結果を図19に示す。何れの実施例試料も各比較例試料に比較して耐摩耗性が向上していることが分かる。熱処理によっても、炭化ケイ素及びカーボンナノチューブの相乗作用によって耐摩耗性が向上するといえる。また、実施例試料において、カーボンナノチューブを多く添加した方が重量減少量が少なく、耐磨耗性が向上する。しかし、多量に添加しても重量減少量には変化が見られないことが分かった。
尚、上記に本発明の実施形態及び/又は実施例を幾つか詳細に説明したが、当業者は、本発明の新規な教示及び効果から実質的に離れることなく、これら例示である実施形態及び/又は実施例に多くの変更を加えることが容易である。従って、これらの多くの変更は本発明の範囲に含まれる。
本発明によれば、高硬度でかつ導電性に優れるカーボンナノチューブを添加した無電解ニッケル−炭化ケイ素−カーボンナノチューブ複合めっき液を提供できるので、高精度な膜厚制御・薄膜化を可能とするとともに、耐熱性、耐摩耗性、耐焼付性、耐食性、防錆性、電気伝導性及び潤滑性の付与及び向上を図ることができ、種々の機械材料や電機材料等の応用が期待できる。
S めっき槽装置
W 被めっき物
1 めっき槽
2 底壁
3 側壁
4 谷部
8 出口
10 循環部
10A 第1循環部
10B 第2循環部
11 ポンプ
14 吸引側管路
15 吐出側管路
16 給液口
17 フィルター
20 空気吹込み部
21 ブロワー
23 噴出管路
24 噴出口部
30 加温部
31 ヒータ

Claims (11)

  1. めっき金属の金属イオン源,還元剤及び錯化剤を含み、被めっき物の表面に無電解めっきによりめっき金属を被覆するための無電解めっき液において、
    炭化ケイ素とカーボンナノチューブとを添加し、
    上記炭化ケイ素として、平均粒径が0.5μm〜2.0μmのものを選択し、
    上記カーボンナノチューブとして、カップスタック型のものを選択し、
    該カーボンナノチューブとして、平均直径が50nm〜150nm,最大長さが10μm以下のものを選択し、
    上記炭化ケイ素を、1.5g/L〜2.5g/L、上記カーボンナノチューブを、50ppm〜1000ppm添加したことを特徴とする無電解めっき液。

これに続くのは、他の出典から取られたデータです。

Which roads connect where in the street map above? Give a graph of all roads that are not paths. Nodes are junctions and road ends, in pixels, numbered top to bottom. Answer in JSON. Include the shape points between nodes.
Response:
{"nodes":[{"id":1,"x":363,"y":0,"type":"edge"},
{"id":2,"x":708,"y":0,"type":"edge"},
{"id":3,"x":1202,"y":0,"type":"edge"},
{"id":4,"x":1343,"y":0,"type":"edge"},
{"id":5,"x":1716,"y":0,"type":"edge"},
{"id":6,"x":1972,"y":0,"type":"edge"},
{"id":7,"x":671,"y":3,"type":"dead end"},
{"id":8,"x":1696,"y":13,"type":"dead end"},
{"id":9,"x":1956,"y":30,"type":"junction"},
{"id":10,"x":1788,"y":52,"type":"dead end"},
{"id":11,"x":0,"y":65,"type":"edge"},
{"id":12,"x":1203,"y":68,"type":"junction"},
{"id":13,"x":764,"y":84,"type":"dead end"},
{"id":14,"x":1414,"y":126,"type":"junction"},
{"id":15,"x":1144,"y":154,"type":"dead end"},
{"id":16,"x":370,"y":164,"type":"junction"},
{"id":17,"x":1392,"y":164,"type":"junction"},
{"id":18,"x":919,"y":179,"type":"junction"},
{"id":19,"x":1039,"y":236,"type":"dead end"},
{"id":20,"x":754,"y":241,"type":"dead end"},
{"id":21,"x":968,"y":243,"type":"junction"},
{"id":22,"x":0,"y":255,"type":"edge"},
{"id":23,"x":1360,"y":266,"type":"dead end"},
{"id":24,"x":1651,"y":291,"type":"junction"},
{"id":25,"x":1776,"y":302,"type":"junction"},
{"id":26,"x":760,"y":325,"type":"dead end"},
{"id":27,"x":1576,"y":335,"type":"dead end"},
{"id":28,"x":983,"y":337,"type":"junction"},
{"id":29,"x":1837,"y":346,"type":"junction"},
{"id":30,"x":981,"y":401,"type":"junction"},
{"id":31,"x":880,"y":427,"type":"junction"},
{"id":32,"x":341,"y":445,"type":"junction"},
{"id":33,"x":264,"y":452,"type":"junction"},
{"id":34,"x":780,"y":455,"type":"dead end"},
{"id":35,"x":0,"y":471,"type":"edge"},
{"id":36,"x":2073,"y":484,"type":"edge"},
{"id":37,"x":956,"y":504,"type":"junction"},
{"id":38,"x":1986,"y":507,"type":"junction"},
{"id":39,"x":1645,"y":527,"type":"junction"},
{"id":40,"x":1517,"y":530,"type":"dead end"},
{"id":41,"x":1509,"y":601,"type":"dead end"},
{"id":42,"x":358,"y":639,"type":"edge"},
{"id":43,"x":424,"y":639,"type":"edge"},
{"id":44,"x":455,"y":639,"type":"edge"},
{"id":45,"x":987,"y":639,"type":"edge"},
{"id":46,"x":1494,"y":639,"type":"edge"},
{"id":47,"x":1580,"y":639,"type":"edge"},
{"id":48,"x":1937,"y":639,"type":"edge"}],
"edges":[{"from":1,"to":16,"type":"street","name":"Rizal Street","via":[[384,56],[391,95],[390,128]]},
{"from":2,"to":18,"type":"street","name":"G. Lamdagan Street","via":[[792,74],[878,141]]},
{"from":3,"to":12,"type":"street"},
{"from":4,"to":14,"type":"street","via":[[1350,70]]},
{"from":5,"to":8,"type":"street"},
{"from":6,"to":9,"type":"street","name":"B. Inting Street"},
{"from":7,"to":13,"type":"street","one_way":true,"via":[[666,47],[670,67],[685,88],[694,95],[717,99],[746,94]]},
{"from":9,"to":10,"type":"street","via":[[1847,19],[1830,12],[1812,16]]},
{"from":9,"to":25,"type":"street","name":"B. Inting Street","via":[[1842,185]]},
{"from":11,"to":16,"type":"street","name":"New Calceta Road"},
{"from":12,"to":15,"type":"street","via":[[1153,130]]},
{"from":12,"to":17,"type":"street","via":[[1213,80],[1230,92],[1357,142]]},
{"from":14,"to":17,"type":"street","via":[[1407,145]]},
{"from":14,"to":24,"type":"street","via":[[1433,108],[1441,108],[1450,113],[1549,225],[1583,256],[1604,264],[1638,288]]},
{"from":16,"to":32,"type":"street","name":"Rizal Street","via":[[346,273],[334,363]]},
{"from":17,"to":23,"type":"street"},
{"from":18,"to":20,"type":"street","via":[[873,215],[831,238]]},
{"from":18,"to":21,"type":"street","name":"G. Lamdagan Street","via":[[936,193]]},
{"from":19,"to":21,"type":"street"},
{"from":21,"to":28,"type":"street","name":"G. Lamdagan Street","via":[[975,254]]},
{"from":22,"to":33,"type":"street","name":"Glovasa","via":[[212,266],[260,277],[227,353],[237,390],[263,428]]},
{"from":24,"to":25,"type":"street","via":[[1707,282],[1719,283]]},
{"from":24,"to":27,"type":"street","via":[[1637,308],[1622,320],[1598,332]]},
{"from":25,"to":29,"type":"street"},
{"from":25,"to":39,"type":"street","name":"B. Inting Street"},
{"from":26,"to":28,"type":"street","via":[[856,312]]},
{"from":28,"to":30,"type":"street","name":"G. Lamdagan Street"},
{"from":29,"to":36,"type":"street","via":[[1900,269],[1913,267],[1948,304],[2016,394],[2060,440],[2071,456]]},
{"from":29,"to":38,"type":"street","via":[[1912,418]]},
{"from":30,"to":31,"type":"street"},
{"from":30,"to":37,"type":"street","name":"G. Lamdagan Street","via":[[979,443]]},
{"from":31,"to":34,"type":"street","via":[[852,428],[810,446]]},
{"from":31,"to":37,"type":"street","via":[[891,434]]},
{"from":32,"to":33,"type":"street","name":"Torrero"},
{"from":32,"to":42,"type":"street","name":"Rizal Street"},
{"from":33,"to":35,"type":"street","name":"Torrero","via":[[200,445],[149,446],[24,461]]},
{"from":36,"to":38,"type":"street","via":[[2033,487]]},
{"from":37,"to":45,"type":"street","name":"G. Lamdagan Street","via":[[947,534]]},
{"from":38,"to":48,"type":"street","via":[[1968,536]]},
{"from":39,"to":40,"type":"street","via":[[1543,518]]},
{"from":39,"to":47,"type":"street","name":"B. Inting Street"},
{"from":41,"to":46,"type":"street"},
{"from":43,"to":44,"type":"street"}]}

  2. pH調整剤を添加し、pHを、5.0〜6.0にしたことを特徴とする請求項1記載の無電解めっき液。
  3. 上記めっき金属はニッケルであり、上記金属イオン源として硫酸ニッケル六水和物を用い、上記還元剤として次亜リン酸ナトリウムを用い、上記錯化剤としてグリシンを用いたことを特徴とする請求項1または2記載の無電解めっき液。
  4. 硝酸鉛及び/または硝酸ビスマスからなる安定剤を添加したことを特徴とする請求項3記載の無電解めっき液。
  5. 上記硫酸ニッケル六水和物を、0.05mol/L〜0.2mol/L用い、上記次亜リン酸ナトリウムを、0.1mol/L〜0.4mol/L用い、上記グリシンを0.1mol/L〜0.6mol/L用い、上記安定剤を、0.1ppm〜3.0ppm添加したことを特徴とする請求項4記載の無電解めっき液。
  6. めっき金属の金属イオン源,還元剤及び錯化剤を含む無電解めっき液をめっき槽に入れ、該めっき槽内の無電解めっき液に被めっき物を浸漬して該被めっき物の表面にめっき金属を被覆する無電解めっき方法において、
    無電解めっき液として上記請求項1乃至5何れかに記載の無電解めっき液を用いたことを特徴とする無電解めっき方法。
  7. 上記無電解めっき液の温度を、80℃〜90℃にしたことを特徴とする請求項6記載の無電解めっき方法。
  8. 上記めっき槽内の無電解めっき液を撹拌することを特徴とする請求項6または7記載の無電解めっき方法。
  9. 上記撹拌は、めっき槽内の無電解めっき液を循環させることにより行なうことを特徴とする請求項8記載の無電解めっき方法。
  10. 上記撹拌は、めっき槽内の無電解めっき液に空気を噴出させることにより行なうことを特徴とする請求項8または9記載の無電解めっき方法。
  11. 上記空気を、めっき槽内の被めっき物に直接当接しないように噴出させることを特徴とする請求項10記載の無電解めっき方法。